In Salemme v Town of Seymour, 262 Conn. 787, 793-96 (2003), The Supreme Court stated: "In determining whether the notice is sufficient, we must look to the purpose of the statute . . . The purpose of the notice requirement is not to set a trap for the unwary or to place an impediment in the way of an injured party who has an otherwise meritorious claim. Rather, the purpose of notice is to allow the municipality to make a proper investigation into the circumstances surrounding the claim in order to protect its financial interest . . . More specifically, as we recently stated in Sanzone v. Board of Police Commissioners, ( 219 Conn. 179, 198, 592 A.2d 912 (1991), the statutory notice assists a town in settling claims promptly in order to avoid the expenses of litigation and encourages prompt investigation of conditions that may endanger public safety, as well as giving the town an early start in assembling evidence for its defense against the meritless claims."(Citations omitted; internal quotations marks omitted.)

Gen. Statutes Sec. 13a-149 requires that the notice contain the following five essential elements: (1) written notice of the injury; (2) a general description of that injury; (3) the cause; (4) the time; and (5) the place thereof. Pratt v. Old Saybrook, 225 Conn. 177, 180 (1993), Marino v. East Haven, 120 Conn. 577, 579 (1935), Sizer v. Waterbury, 113 Conn. 145, 156 (1931). A plaintiff who fails to comply with these requirements cannot maintain a cause of action against a municipality. Pratt v. Old Saybrook, 225 Conn. 177, at 180, 181, Marino v East Haven, 120 Conn. 577 at 579 (1935). Nicholaus v. Bridgeport, 117 Conn. 398, 402 (1933).

Although notice is an issue for the fact-finder at time of trial, Morico v. Cox, 134 Conn. 218, 233, 244 (1947), "[b]efore submitting the question to the jury," the trial court must first determine whether, as a matter of law, a purported notice patently meets or fails to meet . . . the statutory requirements." (Internal quotation marks omitted.) Bresnan v. Frankel, CT Page 5008 224 Conn. 23, 28 (1992). Unless the City is correct in its contention that the plaintiff may not rely on its reference to the Nationwide notice, there can hardly be any dispute that this total package "patently meets" those requirements.

In addition, the plaintiff points to the "savings clause" of Sec. 13a-149, which states: "No notice given under the provisions of this section shall be held invalid or insufficient by reason of an inaccuracy in describing the injury or in stating the time, place or cause of its occurrence, if it appears that there was no intention to mislead or that such town, city or borough was not in fact misled thereby." The plaintiff herself indisputably gave timely, albeit incomplete, notice of the circumstances of her injury.
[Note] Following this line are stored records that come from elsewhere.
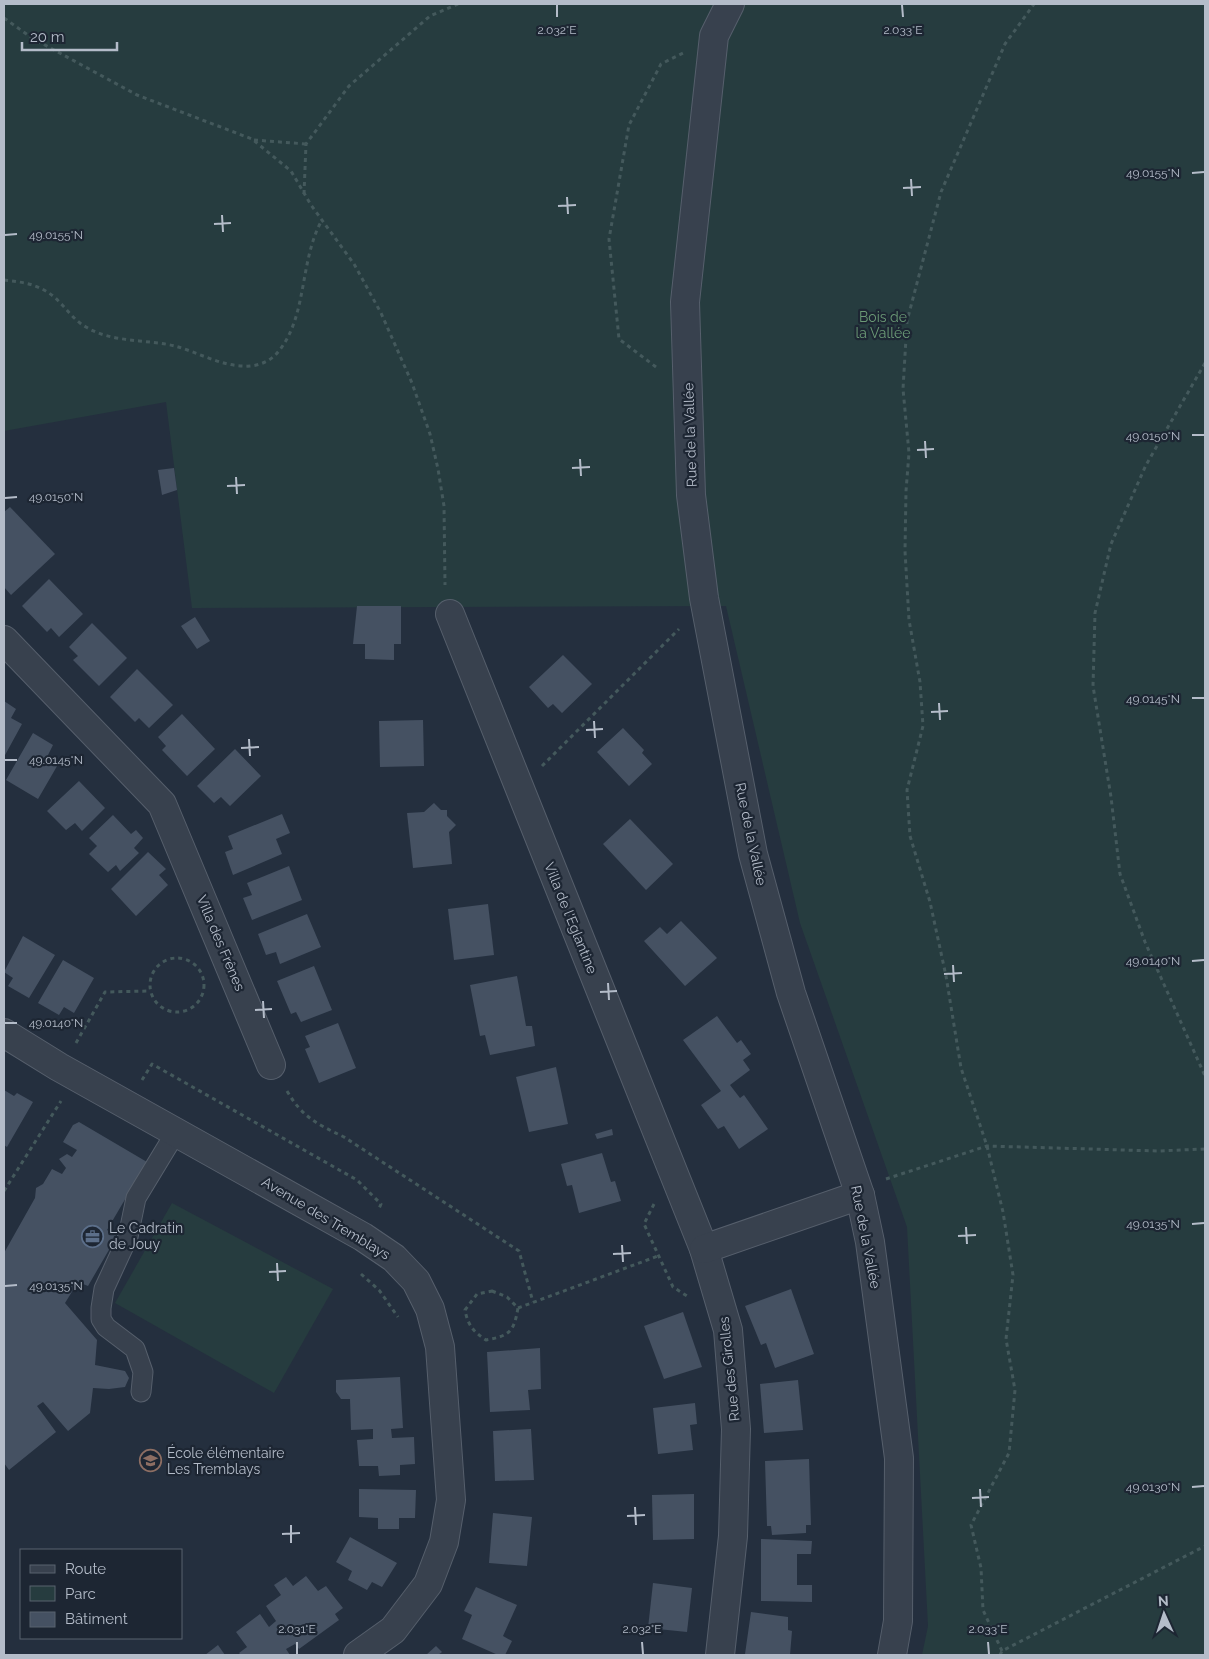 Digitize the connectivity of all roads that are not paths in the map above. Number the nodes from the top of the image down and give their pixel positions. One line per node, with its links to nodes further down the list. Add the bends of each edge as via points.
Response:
1 (730, 4): 7 (street, Rue de la Vallée, via 714,36 685,302 691,495 704,598 753,854 791,993)
2 (450, 614): 8 (street, Villa de l'Eglantine)
3 (4, 640): 5 (street, Villa des Frênes, via 162,804)
4 (4, 1033): 6 (street, Avenue des Tremblays)
5 (271, 1064)
6 (176, 1132): 9 (lane, via 136,1198 128,1237 104,1289 101,1308 101,1319 106,1327 135,1349 143,1372); 10 (street, Avenue des Tremblays, via 363,1237 394,1258 416,1281 430,1308 440,1347 451,1500 444,1542 422,1592 393,1630)
7 (860, 1195): 8 (street); 12 (street, Rue de la Vallée, via 874,1268 899,1458 898,1621)
8 (704, 1250): 11 (street, Rue des Girolles, via 728,1330 736,1429 733,1536)
9 (141, 1392)
10 (358, 1655)
11 (720, 1655)
12 (892, 1655)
Nationwide's notice, if it may be attributed to the plaintiff, contains information that completes the plaintiff's notice requirements. Although Nationwide could not itself, since it was not the plaintiff's representative, file a notice on her behalf, there is nothing within the letter or spirit of Sec. 13a-149 that prevents her from specifically relying on the information contained within the Nationwide notice to complete the information needed to satisfy Sec. 13a-149's notice requirement.
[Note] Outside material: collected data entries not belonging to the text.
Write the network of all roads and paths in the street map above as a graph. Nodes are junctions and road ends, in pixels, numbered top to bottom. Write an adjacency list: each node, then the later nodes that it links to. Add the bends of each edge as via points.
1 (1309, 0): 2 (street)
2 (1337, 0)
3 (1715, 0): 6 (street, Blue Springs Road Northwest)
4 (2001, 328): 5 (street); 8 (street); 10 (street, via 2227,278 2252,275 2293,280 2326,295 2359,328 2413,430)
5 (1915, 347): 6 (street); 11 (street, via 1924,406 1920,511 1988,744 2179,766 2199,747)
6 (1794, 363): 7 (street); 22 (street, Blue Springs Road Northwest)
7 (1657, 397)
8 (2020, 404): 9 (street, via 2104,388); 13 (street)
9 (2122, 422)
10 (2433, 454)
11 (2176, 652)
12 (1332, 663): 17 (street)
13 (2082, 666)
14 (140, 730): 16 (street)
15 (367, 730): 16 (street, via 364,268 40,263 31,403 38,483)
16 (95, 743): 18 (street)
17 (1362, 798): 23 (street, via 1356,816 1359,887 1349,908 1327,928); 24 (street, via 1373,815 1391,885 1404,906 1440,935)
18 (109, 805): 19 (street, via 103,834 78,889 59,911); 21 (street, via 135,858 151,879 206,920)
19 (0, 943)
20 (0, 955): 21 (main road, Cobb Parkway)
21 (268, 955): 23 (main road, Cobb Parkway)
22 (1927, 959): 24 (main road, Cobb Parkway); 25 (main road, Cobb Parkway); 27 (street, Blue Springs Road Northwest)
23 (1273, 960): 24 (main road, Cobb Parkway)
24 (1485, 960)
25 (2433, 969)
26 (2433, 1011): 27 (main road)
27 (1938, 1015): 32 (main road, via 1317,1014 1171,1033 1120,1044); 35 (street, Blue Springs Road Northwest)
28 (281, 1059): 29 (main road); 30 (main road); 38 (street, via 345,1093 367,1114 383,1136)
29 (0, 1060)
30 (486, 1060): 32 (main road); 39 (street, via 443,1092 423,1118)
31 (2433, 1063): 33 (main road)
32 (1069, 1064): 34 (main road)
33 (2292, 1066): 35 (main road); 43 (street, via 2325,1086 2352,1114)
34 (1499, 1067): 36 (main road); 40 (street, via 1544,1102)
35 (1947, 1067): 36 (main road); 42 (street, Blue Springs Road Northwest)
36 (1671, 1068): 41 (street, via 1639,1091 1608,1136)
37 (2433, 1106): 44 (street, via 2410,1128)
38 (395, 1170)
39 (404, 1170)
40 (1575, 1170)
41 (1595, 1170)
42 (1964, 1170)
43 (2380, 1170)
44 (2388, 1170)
There is no claim here that the plaintiff intended to mislead the City, and the fact that the plaintiff only "referred" to the Nationwide notice instead of specifically "incorporating it by reference" did not in any way mislead the City with regard to the plaintiff's claim or the alleged cause of her injury. The City, indeed, acknowledges that it was not misled. The savings clause of Sec. 13a-149, as distinguished from the lack of such a clause within the analogous Sec. 13a-144, which governs highway defect claims against the State of Connecticut, specifically permits an inaccurate notice to be supplemented, which the plaintiff here did by referring to the details of the Nationwide notice. The Nationwide notice was not merely a statement of a potential claim against the City by Nationwide or by the Church which it insures (although it may also have sought to accomplish that purpose), but was also a statement that had the effect of alerting the City to the location where the plaintiff was injured and describing the alleged defect with particularity. Added to the material in the plaintiff's own notice, it completed the process of notifying the City that the plaintiff claimed that she was injured as a result of the noticed defect.
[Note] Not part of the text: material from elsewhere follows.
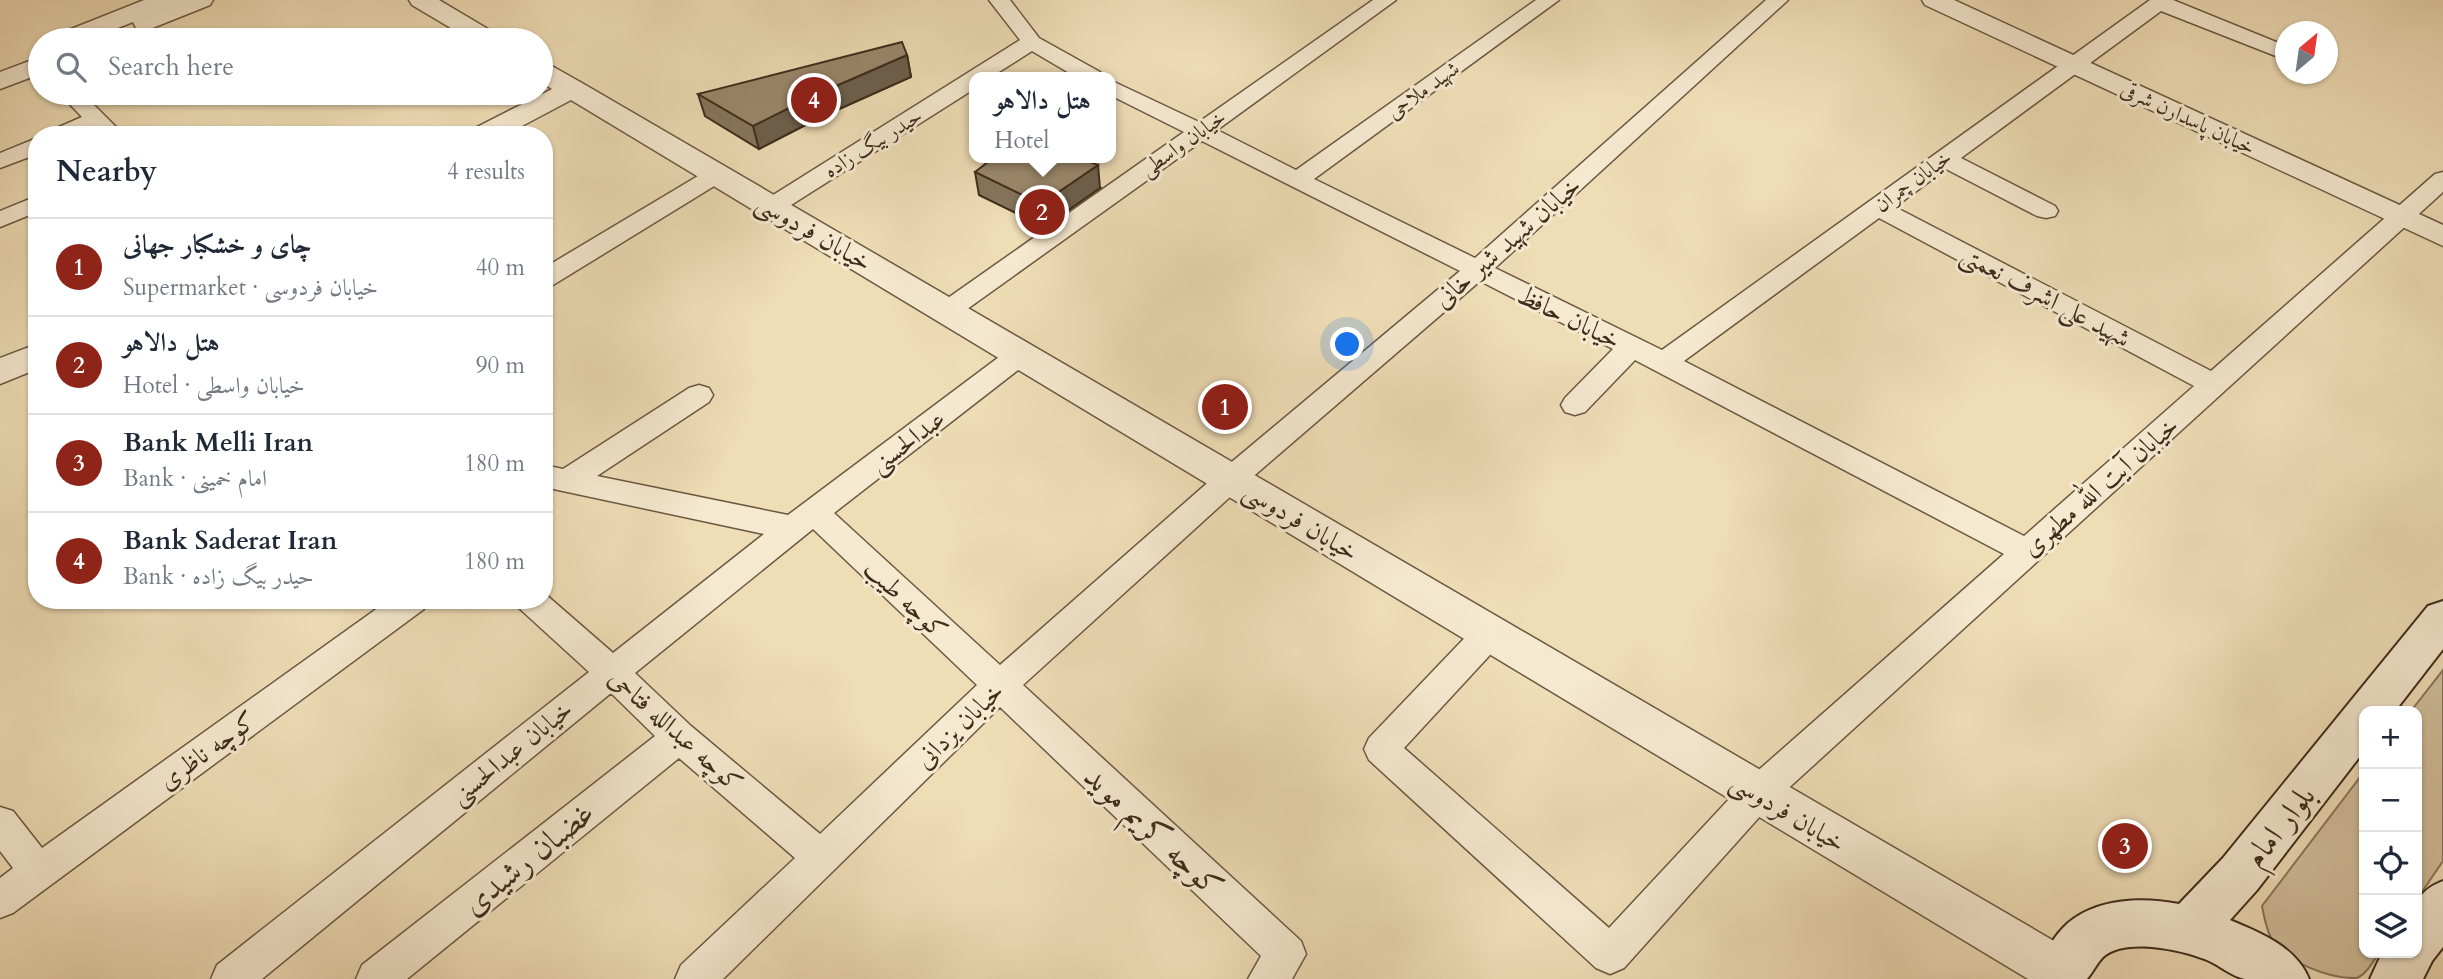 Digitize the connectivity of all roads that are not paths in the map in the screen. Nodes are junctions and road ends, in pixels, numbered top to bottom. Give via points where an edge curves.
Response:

To be sure, the Nationwide notice on its own, even though it included all the information necessary to put the City on notice of allegations of an injury and its cause, would not have sufficed because it did not come from the plaintiff herself or anyone purporting to represent her. Because the plaintiff filed her own timely notice, however, and because it included, by reference, the added information provided by Nationwide, the court concludes that the notice meets the requirements of Sec. 13a-149 and that the Motion to Dismiss should be denied.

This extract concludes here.